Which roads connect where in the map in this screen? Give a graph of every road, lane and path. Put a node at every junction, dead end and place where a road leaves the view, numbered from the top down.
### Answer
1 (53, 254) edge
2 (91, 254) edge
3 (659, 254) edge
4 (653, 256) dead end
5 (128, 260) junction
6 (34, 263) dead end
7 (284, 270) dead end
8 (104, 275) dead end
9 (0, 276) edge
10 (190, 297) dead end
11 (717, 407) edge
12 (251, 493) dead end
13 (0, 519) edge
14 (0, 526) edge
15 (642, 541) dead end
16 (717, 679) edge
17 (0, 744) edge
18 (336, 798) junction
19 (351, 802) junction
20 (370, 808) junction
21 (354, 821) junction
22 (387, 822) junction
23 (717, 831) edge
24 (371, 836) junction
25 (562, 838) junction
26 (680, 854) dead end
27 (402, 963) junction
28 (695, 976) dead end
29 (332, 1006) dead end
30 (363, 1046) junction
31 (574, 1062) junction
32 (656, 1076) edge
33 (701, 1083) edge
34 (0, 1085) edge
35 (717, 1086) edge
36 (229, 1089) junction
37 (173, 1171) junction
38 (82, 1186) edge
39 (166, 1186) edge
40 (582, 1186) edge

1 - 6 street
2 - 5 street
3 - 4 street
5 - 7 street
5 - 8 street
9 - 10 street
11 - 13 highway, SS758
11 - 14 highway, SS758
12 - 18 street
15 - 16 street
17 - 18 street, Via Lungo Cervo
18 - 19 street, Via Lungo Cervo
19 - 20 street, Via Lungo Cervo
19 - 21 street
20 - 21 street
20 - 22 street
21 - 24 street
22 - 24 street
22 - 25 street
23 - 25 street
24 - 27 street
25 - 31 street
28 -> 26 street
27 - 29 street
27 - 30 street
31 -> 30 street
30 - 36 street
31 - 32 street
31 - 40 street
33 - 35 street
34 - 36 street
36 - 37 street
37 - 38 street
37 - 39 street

■ ■ ■

PROBLEM TO WORK ON >>
Retype all the data verbatim.

RESULT FOR THIS TASK >>
Which roads connect where in the map in this screen? Give a graph of every road, lane and path. Put a node at every junction, dead end and place where a road leaves the view, numbered from the top down.
### Answer
1 (53, 254) edge
2 (91, 254) edge
3 (659, 254) edge
4 (653, 256) dead end
5 (128, 260) junction
6 (34, 263) dead end
7 (284, 270) dead end
8 (104, 275) dead end
9 (0, 276) edge
10 (190, 297) dead end
11 (717, 407) edge
12 (251, 493) dead end
13 (0, 519) edge
14 (0, 526) edge
15 (642, 541) dead end
16 (717, 679) edge
17 (0, 744) edge
18 (336, 798) junction
19 (351, 802) junction
20 (370, 808) junction
21 (354, 821) junction
22 (387, 822) junction
23 (717, 831) edge
24 (371, 836) junction
25 (562, 838) junction
26 (680, 854) dead end
27 (402, 963) junction
28 (695, 976) dead end
29 (332, 1006) dead end
30 (363, 1046) junction
31 (574, 1062) junction
32 (656, 1076) edge
33 (701, 1083) edge
34 (0, 1085) edge
35 (717, 1086) edge
36 (229, 1089) junction
37 (173, 1171) junction
38 (82, 1186) edge
39 (166, 1186) edge
40 (582, 1186) edge

1 - 6 street
2 - 5 street
3 - 4 street
5 - 7 street
5 - 8 street
9 - 10 street
11 - 13 highway, SS758
11 - 14 highway, SS758
12 - 18 street
15 - 16 street
17 - 18 street, Via Lungo Cervo
18 - 19 street, Via Lungo Cervo
19 - 20 street, Via Lungo Cervo
19 - 21 street
20 - 21 street
20 - 22 street
21 - 24 street
22 - 24 street
22 - 25 street
23 - 25 street
24 - 27 street
25 - 31 street
28 -> 26 street
27 - 29 street
27 - 30 street
31 -> 30 street
30 - 36 street
31 - 32 street
31 - 40 street
33 - 35 street
34 - 36 street
36 - 37 street
37 - 38 street
37 - 39 street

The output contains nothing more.